**Supplied material:**
---+---

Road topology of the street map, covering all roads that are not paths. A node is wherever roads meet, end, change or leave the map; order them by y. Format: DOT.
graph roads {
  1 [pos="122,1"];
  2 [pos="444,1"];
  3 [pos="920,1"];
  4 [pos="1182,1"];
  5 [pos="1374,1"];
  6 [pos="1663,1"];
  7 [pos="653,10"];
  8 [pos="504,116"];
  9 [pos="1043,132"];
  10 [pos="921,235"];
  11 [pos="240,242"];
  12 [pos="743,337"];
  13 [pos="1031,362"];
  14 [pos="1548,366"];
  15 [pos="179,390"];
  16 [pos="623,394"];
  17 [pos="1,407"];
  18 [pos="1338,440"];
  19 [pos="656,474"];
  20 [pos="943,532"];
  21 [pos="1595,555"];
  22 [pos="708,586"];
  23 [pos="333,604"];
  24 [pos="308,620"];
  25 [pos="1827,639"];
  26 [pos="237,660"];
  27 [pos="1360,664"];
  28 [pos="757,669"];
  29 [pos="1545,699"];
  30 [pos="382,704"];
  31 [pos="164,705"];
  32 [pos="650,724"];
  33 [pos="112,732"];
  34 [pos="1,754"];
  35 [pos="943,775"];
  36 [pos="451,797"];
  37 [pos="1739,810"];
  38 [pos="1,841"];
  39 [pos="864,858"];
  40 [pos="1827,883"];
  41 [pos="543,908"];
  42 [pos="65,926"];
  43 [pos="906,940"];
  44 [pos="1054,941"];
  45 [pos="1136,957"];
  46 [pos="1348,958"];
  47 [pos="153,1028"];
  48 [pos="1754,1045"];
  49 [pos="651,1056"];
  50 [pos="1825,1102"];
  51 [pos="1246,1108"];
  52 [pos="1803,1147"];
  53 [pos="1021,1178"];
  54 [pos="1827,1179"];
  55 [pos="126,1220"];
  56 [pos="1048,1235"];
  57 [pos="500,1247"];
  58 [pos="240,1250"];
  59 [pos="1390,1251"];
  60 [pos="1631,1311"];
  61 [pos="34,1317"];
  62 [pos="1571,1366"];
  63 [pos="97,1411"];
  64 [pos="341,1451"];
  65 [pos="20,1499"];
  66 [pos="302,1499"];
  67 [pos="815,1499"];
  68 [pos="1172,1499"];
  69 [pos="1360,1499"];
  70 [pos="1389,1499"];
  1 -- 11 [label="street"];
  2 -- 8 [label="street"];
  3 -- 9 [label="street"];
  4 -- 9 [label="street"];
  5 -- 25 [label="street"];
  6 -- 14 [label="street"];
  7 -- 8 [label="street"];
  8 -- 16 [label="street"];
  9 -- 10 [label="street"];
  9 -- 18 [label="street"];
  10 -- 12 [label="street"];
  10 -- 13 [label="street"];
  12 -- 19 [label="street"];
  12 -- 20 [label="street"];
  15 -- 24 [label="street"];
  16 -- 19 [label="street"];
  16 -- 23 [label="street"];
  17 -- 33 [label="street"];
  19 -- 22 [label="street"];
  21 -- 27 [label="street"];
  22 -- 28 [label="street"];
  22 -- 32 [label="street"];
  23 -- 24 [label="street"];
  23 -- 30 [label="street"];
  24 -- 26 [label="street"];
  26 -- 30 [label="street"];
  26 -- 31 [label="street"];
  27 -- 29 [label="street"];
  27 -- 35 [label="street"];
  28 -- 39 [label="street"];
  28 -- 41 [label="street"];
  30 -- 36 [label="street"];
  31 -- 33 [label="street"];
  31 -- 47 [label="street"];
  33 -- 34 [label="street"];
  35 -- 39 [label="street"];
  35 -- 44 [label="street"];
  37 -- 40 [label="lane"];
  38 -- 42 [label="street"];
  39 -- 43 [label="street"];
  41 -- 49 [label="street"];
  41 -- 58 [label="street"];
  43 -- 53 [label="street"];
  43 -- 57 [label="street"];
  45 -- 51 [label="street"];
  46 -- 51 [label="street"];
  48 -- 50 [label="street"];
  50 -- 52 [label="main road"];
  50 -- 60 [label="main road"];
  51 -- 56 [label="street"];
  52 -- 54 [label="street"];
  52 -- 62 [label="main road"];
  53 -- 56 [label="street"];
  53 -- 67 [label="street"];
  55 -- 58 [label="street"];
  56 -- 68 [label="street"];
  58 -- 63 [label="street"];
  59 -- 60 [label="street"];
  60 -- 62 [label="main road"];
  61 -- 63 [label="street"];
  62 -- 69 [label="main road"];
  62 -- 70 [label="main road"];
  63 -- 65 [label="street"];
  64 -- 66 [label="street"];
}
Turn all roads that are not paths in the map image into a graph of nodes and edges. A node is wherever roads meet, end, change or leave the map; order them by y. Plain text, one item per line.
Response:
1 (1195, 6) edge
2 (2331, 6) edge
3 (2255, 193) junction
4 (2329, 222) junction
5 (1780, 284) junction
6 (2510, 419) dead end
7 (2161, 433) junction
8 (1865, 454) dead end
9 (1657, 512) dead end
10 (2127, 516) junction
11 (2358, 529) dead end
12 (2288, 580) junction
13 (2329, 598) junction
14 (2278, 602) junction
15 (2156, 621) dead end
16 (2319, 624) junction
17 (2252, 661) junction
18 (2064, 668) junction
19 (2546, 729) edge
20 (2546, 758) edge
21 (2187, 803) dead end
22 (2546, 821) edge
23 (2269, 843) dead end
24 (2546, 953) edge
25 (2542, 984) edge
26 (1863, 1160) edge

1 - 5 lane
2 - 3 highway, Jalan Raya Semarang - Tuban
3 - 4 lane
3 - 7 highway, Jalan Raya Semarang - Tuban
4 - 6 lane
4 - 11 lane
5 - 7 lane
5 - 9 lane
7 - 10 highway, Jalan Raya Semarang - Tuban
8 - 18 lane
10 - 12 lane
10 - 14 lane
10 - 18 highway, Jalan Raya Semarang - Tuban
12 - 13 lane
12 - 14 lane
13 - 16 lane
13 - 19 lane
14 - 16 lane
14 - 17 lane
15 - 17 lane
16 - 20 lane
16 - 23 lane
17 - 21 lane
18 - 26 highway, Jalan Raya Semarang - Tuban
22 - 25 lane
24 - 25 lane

---+---

**What is expected:** Exact copies of every record are required, so retype them in full.

**Result of this task:**
Road topology of the street map, covering all roads that are not paths. A node is wherever roads meet, end, change or leave the map; order them by y. Format: DOT.
graph roads {
  1 [pos="122,1"];
  2 [pos="444,1"];
  3 [pos="920,1"];
  4 [pos="1182,1"];
  5 [pos="1374,1"];
  6 [pos="1663,1"];
  7 [pos="653,10"];
  8 [pos="504,116"];
  9 [pos="1043,132"];
  10 [pos="921,235"];
  11 [pos="240,242"];
  12 [pos="743,337"];
  13 [pos="1031,362"];
  14 [pos="1548,366"];
  15 [pos="179,390"];
  16 [pos="623,394"];
  17 [pos="1,407"];
  18 [pos="1338,440"];
  19 [pos="656,474"];
  20 [pos="943,532"];
  21 [pos="1595,555"];
  22 [pos="708,586"];
  23 [pos="333,604"];
  24 [pos="308,620"];
  25 [pos="1827,639"];
  26 [pos="237,660"];
  27 [pos="1360,664"];
  28 [pos="757,669"];
  29 [pos="1545,699"];
  30 [pos="382,704"];
  31 [pos="164,705"];
  32 [pos="650,724"];
  33 [pos="112,732"];
  34 [pos="1,754"];
  35 [pos="943,775"];
  36 [pos="451,797"];
  37 [pos="1739,810"];
  38 [pos="1,841"];
  39 [pos="864,858"];
  40 [pos="1827,883"];
  41 [pos="543,908"];
  42 [pos="65,926"];
  43 [pos="906,940"];
  44 [pos="1054,941"];
  45 [pos="1136,957"];
  46 [pos="1348,958"];
  47 [pos="153,1028"];
  48 [pos="1754,1045"];
  49 [pos="651,1056"];
  50 [pos="1825,1102"];
  51 [pos="1246,1108"];
  52 [pos="1803,1147"];
  53 [pos="1021,1178"];
  54 [pos="1827,1179"];
  55 [pos="126,1220"];
  56 [pos="1048,1235"];
  57 [pos="500,1247"];
  58 [pos="240,1250"];
  59 [pos="1390,1251"];
  60 [pos="1631,1311"];
  61 [pos="34,1317"];
  62 [pos="1571,1366"];
  63 [pos="97,1411"];
  64 [pos="341,1451"];
  65 [pos="20,1499"];
  66 [pos="302,1499"];
  67 [pos="815,1499"];
  68 [pos="1172,1499"];
  69 [pos="1360,1499"];
  70 [pos="1389,1499"];
  1 -- 11 [label="street"];
  2 -- 8 [label="street"];
  3 -- 9 [label="street"];
  4 -- 9 [label="street"];
  5 -- 25 [label="street"];
  6 -- 14 [label="street"];
  7 -- 8 [label="street"];
  8 -- 16 [label="street"];
  9 -- 10 [label="street"];
  9 -- 18 [label="street"];
  10 -- 12 [label="street"];
  10 -- 13 [label="street"];
  12 -- 19 [label="street"];
  12 -- 20 [label="street"];
  15 -- 24 [label="street"];
  16 -- 19 [label="street"];
  16 -- 23 [label="street"];
  17 -- 33 [label="street"];
  19 -- 22 [label="street"];
  21 -- 27 [label="street"];
  22 -- 28 [label="street"];
  22 -- 32 [label="street"];
  23 -- 24 [label="street"];
  23 -- 30 [label="street"];
  24 -- 26 [label="street"];
  26 -- 30 [label="street"];
  26 -- 31 [label="street"];
  27 -- 29 [label="street"];
  27 -- 35 [label="street"];
  28 -- 39 [label="street"];
  28 -- 41 [label="street"];
  30 -- 36 [label="street"];
  31 -- 33 [label="street"];
  31 -- 47 [label="street"];
  33 -- 34 [label="street"];
  35 -- 39 [label="street"];
  35 -- 44 [label="street"];
  37 -- 40 [label="lane"];
  38 -- 42 [label="street"];
  39 -- 43 [label="street"];
  41 -- 49 [label="street"];
  41 -- 58 [label="street"];
  43 -- 53 [label="street"];
  43 -- 57 [label="street"];
  45 -- 51 [label="street"];
  46 -- 51 [label="street"];
  48 -- 50 [label="street"];
  50 -- 52 [label="main road"];
  50 -- 60 [label="main road"];
  51 -- 56 [label="street"];
  52 -- 54 [label="street"];
  52 -- 62 [label="main road"];
  53 -- 56 [label="street"];
  53 -- 67 [label="street"];
  55 -- 58 [label="street"];
  56 -- 68 [label="street"];
  58 -- 63 [label="street"];
  59 -- 60 [label="street"];
  60 -- 62 [label="main road"];
  61 -- 63 [label="street"];
  62 -- 69 [label="main road"];
  62 -- 70 [label="main road"];
  63 -- 65 [label="street"];
  64 -- 66 [label="street"];
}
Turn all roads that are not paths in the map image into a graph of nodes and edges. A node is wherever roads meet, end, change or leave the map; order them by y. Plain text, one item per line.
Response:
1 (1195, 6) edge
2 (2331, 6) edge
3 (2255, 193) junction
4 (2329, 222) junction
5 (1780, 284) junction
6 (2510, 419) dead end
7 (2161, 433) junction
8 (1865, 454) dead end
9 (1657, 512) dead end
10 (2127, 516) junction
11 (2358, 529) dead end
12 (2288, 580) junction
13 (2329, 598) junction
14 (2278, 602) junction
15 (2156, 621) dead end
16 (2319, 624) junction
17 (2252, 661) junction
18 (2064, 668) junction
19 (2546, 729) edge
20 (2546, 758) edge
21 (2187, 803) dead end
22 (2546, 821) edge
23 (2269, 843) dead end
24 (2546, 953) edge
25 (2542, 984) edge
26 (1863, 1160) edge

1 - 5 lane
2 - 3 highway, Jalan Raya Semarang - Tuban
3 - 4 lane
3 - 7 highway, Jalan Raya Semarang - Tuban
4 - 6 lane
4 - 11 lane
5 - 7 lane
5 - 9 lane
7 - 10 highway, Jalan Raya Semarang - Tuban
8 - 18 lane
10 - 12 lane
10 - 14 lane
10 - 18 highway, Jalan Raya Semarang - Tuban
12 - 13 lane
12 - 14 lane
13 - 16 lane
13 - 19 lane
14 - 16 lane
14 - 17 lane
15 - 17 lane
16 - 20 lane
16 - 23 lane
17 - 21 lane
18 - 26 highway, Jalan Raya Semarang - Tuban
22 - 25 lane
24 - 25 lane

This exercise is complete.